As I reflect back on the last eleven years of my life, I feel a surge of gratitude. I moved to the United States from India in 2007, after getting married to the man I loved. It was meant to be a charmed life as I enjoyed the freedom of the Western society while spending my days next to the person of my dreams. A charmed life it turned out to be, only not as romantic. It was more an immense struggle between fulfilling other people’s expectations and realizing my own dreams.
Leaving a place where I grew up was hard in many ways, but it was in every way perceptible. The act of physically moving from one place to the other is probably the easiest thing. It’s the adjustment to new surroundings that comes later that can be hard. However, nothing can compare to the adjusting to a new culture. At the same time, I am grateful that I was exposed to a brand new culture when I moved to the Bay Area. As I learned about ways of life here, I had the perfect opportunity to evaluate the ones I had grown up with. While I recognize the beauty of my culture in many ways, one thing stood out to me: growing up, repressing my thoughts and ideas was a common occurrence. Mine was a culture of submission when it came to men and older people. As a girl, I was expected to defer to the judgment of others much wiser and smarter than me. Mapping out my life was as simple as getting ready to be a wife and mother. Everything else was secondary. Oftentimes, I felt stifled because I couldn’t assert my own identity, express my innermost desires and dreams for myself, career included, without fearing judgment from others. However, once I was surrounded by women who actually heard me out, appreciated my ideas and celebrated my potential, I realized that I didn’t need to repress my thoughts anymore, that my voice mattered and I needed others to hear it.
Mired in my cultural beliefs, I measured my self-worth with how happy my husband and his family was with me. I was told as much by them. My duty was to think of them first, fulfill their needs and cater to their expectations of me. When my then husband would come home, I was expected to look after him and take care of his needs. The fact that I didn’t do anything for myself, and spent my time either at the job or taking care of my husband, his parents or the house was a matter of pride for my mother-in-law. I didn’t think it was okay, but I didn’t really know if the alternative, taking care of myself too, was okay either. Finally, reading multiple articles on self-actualization, going back to school here and having friends who made me feel worthy all of my own educated me on the fallacies of the concept of self-worth that I adhered to.

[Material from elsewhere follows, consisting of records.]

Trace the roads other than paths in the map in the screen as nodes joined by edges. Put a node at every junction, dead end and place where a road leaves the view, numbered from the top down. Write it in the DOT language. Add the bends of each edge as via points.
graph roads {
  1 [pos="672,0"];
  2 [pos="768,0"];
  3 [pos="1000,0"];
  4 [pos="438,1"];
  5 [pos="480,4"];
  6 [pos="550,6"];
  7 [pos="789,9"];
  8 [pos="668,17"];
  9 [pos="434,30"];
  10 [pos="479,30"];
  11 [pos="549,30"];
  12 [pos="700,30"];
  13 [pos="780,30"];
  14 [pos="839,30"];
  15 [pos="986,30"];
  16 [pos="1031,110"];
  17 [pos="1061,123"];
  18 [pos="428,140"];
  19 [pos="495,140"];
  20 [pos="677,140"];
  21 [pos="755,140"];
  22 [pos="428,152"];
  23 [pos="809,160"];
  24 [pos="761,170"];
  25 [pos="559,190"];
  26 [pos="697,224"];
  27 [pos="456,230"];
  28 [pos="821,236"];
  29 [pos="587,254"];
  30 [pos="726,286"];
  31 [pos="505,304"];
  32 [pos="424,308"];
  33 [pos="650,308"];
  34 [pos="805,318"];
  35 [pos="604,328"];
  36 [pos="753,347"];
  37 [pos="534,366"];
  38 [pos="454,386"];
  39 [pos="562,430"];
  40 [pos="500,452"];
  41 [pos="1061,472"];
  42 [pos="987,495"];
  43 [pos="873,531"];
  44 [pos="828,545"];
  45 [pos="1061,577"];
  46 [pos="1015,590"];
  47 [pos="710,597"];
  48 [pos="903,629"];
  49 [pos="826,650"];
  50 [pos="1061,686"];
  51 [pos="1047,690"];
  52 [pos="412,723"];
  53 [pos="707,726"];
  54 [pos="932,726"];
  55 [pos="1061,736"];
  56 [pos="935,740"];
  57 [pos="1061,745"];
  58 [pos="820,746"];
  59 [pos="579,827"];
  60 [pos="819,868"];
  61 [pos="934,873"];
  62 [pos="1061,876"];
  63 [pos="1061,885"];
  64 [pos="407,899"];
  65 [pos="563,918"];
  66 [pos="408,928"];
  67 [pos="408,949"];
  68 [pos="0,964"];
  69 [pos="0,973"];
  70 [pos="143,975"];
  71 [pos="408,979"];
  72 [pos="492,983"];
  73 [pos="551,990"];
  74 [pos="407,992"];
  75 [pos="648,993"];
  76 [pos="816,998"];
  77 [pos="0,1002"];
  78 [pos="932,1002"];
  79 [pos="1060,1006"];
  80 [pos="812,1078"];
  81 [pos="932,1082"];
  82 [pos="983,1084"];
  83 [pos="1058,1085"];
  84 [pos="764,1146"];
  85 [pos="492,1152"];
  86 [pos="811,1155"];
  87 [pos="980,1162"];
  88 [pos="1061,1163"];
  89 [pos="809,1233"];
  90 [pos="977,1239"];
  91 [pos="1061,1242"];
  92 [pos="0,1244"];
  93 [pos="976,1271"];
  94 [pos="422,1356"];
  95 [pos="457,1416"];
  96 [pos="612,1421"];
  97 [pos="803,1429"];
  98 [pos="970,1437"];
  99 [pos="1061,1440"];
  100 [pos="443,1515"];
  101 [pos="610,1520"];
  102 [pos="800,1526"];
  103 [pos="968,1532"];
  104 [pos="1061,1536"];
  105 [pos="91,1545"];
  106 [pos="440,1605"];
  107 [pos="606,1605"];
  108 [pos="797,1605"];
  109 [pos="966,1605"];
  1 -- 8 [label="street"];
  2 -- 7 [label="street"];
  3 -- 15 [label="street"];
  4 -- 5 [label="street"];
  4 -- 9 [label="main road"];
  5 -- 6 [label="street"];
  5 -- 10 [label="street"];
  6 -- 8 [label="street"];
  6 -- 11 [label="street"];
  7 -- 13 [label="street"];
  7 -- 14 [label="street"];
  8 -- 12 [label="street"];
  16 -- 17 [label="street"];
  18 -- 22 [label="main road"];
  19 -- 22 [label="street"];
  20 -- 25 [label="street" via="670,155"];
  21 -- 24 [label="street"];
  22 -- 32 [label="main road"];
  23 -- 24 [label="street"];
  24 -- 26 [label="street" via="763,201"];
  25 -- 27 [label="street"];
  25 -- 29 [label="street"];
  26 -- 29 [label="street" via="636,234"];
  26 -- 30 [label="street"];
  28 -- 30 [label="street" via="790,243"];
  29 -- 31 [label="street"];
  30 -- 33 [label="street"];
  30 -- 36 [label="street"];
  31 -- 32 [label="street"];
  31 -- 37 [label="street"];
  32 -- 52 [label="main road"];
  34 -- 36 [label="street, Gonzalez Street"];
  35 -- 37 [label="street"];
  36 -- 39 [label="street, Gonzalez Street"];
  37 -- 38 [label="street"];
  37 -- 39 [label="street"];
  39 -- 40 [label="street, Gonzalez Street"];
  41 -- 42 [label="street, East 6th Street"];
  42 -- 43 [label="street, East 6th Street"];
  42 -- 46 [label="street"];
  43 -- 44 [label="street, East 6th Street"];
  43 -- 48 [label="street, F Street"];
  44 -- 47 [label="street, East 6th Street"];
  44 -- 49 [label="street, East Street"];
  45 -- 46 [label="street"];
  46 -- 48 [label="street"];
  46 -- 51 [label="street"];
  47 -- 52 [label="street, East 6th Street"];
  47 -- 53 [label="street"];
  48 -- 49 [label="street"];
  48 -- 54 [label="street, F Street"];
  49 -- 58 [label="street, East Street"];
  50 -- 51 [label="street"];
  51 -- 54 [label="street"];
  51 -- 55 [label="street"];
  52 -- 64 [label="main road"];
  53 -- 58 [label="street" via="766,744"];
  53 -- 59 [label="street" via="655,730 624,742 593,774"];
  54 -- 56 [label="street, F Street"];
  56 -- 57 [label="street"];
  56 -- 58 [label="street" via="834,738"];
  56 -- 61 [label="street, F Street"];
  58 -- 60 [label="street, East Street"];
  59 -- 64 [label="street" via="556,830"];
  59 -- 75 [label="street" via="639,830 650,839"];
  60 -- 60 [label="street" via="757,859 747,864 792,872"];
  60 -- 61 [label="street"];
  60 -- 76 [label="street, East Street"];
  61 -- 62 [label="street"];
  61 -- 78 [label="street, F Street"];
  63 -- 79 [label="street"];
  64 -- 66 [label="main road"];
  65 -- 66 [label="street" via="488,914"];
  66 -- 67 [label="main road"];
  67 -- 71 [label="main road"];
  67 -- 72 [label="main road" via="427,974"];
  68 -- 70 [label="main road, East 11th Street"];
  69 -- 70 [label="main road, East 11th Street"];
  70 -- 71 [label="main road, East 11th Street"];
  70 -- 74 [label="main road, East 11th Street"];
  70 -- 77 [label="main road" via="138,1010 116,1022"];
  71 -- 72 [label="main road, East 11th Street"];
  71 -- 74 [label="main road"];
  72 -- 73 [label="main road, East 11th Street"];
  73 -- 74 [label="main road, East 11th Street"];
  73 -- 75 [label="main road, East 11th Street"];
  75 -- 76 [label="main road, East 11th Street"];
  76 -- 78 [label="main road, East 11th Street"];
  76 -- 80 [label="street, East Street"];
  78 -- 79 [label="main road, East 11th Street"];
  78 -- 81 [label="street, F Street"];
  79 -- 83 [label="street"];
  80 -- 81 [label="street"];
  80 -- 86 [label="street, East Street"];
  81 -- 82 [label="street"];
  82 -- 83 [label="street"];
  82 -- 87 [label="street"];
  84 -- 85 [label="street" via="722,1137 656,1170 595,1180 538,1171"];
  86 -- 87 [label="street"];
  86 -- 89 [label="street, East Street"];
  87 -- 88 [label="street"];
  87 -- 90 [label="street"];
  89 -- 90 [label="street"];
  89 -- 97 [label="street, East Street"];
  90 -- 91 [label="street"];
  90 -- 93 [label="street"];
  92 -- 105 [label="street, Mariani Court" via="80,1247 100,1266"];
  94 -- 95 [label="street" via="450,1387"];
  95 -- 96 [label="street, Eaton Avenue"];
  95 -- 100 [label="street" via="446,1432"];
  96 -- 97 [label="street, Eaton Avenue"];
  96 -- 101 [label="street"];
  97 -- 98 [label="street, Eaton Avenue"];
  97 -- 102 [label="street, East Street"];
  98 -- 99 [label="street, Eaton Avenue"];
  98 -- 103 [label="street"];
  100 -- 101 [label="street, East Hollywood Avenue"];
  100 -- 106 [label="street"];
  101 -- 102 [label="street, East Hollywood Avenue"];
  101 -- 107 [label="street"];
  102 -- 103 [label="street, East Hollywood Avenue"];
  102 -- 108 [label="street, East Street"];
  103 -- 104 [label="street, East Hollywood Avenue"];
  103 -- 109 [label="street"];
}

Encouraged, I carved my own path from then on, asserting myself, paying the price with a broken marriage. I disappointed loved ones along the way, people who have ultimately come to see my point-of-view and are even empowered to take similar actions for themselves. My parents didn’t feel entirely comfortable with my decision to separate from my husband. They were worried about how the society would view a divorced woman. I felt helpless for the longest time, sticking it out just because I was afraid of the shame my family would have to bear. It took much courage and ultimately, the realization that I couldn’t go on like this for a single moment longer, that made me disregard all my doubts and walk away. Hard as it was, the challenge of finding my own way in this new country was probably the most empowering and uplifting experience I have had in my life.
As women, we matter, our intellect matters; our vision for ourselves is not second to anyone else’s. For me, the change happened organically. It was gradual: an empowering conversation with a friend here, a thought-provoking article on relationships there. I am grateful for the change. But RAWW is even more significant to me because it provides women with a dynamic, current, ever understanding support network of other women, empowering us in the most powerful way, one RAWWTalk at a time.
I am empowered just by the opportunity to share my story. It is my first time putting my innermost thoughts about my struggles on paper. Thank you for this beautiful platform. I hope it empowers you too. I will continue sharing my reflections and my journey of self-actualization. As I get ready to start working on the next phase of my life, I am deeply grateful that I have the power of RAWW to support me!